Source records
========================================================================

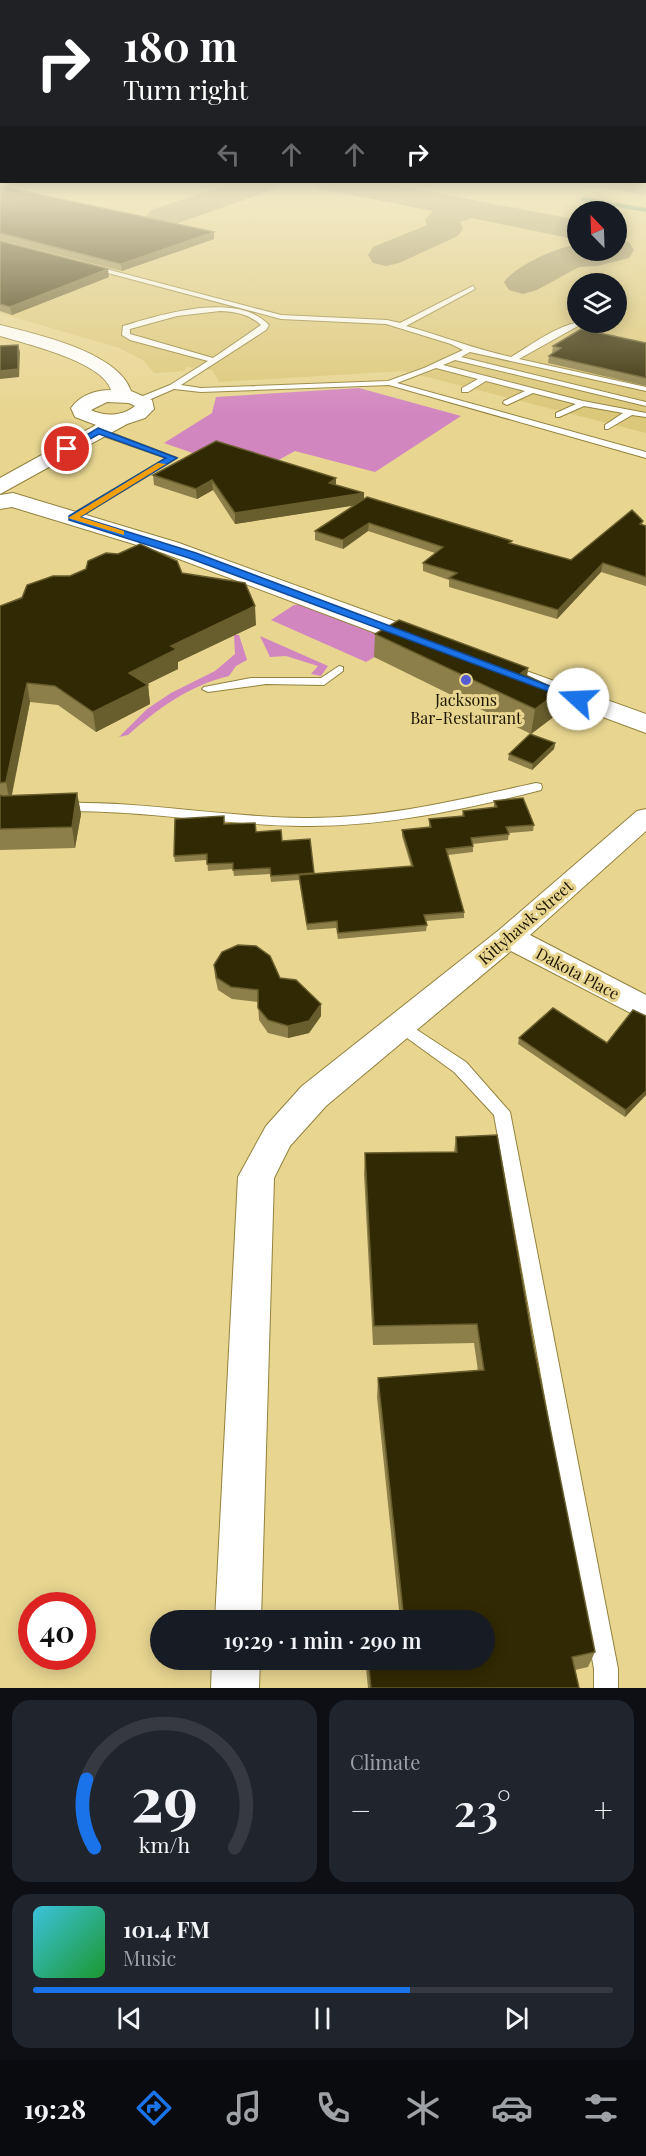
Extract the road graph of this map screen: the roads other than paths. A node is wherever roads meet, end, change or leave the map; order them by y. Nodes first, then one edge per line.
1 (79, 264) edge
2 (473, 288) dead end
3 (402, 325) junction
4 (0, 330) edge
5 (567, 330) edge
6 (0, 342) edge
7 (469, 350) junction
8 (453, 357) junction
9 (513, 359) junction
10 (213, 360) junction
11 (436, 366) junction
12 (485, 378) junction
13 (389, 383) junction
14 (173, 387) junction
15 (646, 389) edge
16 (465, 390) dead end
17 (533, 390) junction
18 (132, 398) junction
19 (507, 403) dead end
20 (583, 403) junction
21 (646, 404) edge
22 (88, 406) junction
23 (628, 413) junction
24 (559, 415) dead end
25 (646, 415) edge
26 (120, 420) junction
27 (608, 427) dead end
28 (98, 431) junction
29 (646, 454) edge
30 (4, 489) edge
31 (72, 518) junction
32 (456, 653) edge
33 (339, 669) dead end
34 (500, 670) edge
35 (208, 689) dead end
36 (645, 721) edge
37 (536, 787) dead end
38 (45, 808) edge
39 (646, 817) edge
40 (509, 937) junction
41 (646, 1009) edge
42 (402, 1026) junction
43 (237, 1610) edge
44 (236, 1670) edge
45 (235, 1688) edge
46 (606, 1688) edge

1 - 3 lane
2 - 3 lane
3 - 7 lane
4 - 18 main road
5 - 9 lane
6 - 22 main road
7 - 8 lane
7 - 9 lane
8 - 11 lane
8 - 21 lane
9 - 15 lane
10 - 10 lane
10 - 14 lane
11 - 12 lane
11 - 13 lane
12 - 16 lane
12 - 17 lane
13 - 14 lane
13 - 29 lane
14 - 18 lane
17 - 19 lane
17 - 20 lane
18 - 22 main road
18 - 26 main road
20 - 23 lane
20 - 24 lane
22 - 26 main road
22 - 30 main road
23 - 25 lane
23 - 27 lane
26 - 28 main road
28 - 30 main road
28 - 31 lane
30 - 31 main road
31 - 32 main road
33 - 35 lane
34 - 36 main road
37 - 38 lane
39 - 40 street, Kittyhawk Street
40 - 41 street, Dakota Place
40 - 42 street, Kittyhawk Street
42 - 43 street, Kittyhawk Street
42 - 46 lane
44 - 45 street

========================================================================

The records above are to be repeated exactly, apart from their pictures.

Extract the road graph of this map screen: the roads other than paths. A node is wherever roads meet, end, change or leave the map; order them by y. Nodes first, then one edge per line.
1 (79, 264) edge
2 (473, 288) dead end
3 (402, 325) junction
4 (0, 330) edge
5 (567, 330) edge
6 (0, 342) edge
7 (469, 350) junction
8 (453, 357) junction
9 (513, 359) junction
10 (213, 360) junction
11 (436, 366) junction
12 (485, 378) junction
13 (389, 383) junction
14 (173, 387) junction
15 (646, 389) edge
16 (465, 390) dead end
17 (533, 390) junction
18 (132, 398) junction
19 (507, 403) dead end
20 (583, 403) junction
21 (646, 404) edge
22 (88, 406) junction
23 (628, 413) junction
24 (559, 415) dead end
25 (646, 415) edge
26 (120, 420) junction
27 (608, 427) dead end
28 (98, 431) junction
29 (646, 454) edge
30 (4, 489) edge
31 (72, 518) junction
32 (456, 653) edge
33 (339, 669) dead end
34 (500, 670) edge
35 (208, 689) dead end
36 (645, 721) edge
37 (536, 787) dead end
38 (45, 808) edge
39 (646, 817) edge
40 (509, 937) junction
41 (646, 1009) edge
42 (402, 1026) junction
43 (237, 1610) edge
44 (236, 1670) edge
45 (235, 1688) edge
46 (606, 1688) edge

1 - 3 lane
2 - 3 lane
3 - 7 lane
4 - 18 main road
5 - 9 lane
6 - 22 main road
7 - 8 lane
7 - 9 lane
8 - 11 lane
8 - 21 lane
9 - 15 lane
10 - 10 lane
10 - 14 lane
11 - 12 lane
11 - 13 lane
12 - 16 lane
12 - 17 lane
13 - 14 lane
13 - 29 lane
14 - 18 lane
17 - 19 lane
17 - 20 lane
18 - 22 main road
18 - 26 main road
20 - 23 lane
20 - 24 lane
22 - 26 main road
22 - 30 main road
23 - 25 lane
23 - 27 lane
26 - 28 main road
28 - 30 main road
28 - 31 lane
30 - 31 main road
31 - 32 main road
33 - 35 lane
34 - 36 main road
37 - 38 lane
39 - 40 street, Kittyhawk Street
40 - 41 street, Dakota Place
40 - 42 street, Kittyhawk Street
42 - 43 street, Kittyhawk Street
42 - 46 lane
44 - 45 street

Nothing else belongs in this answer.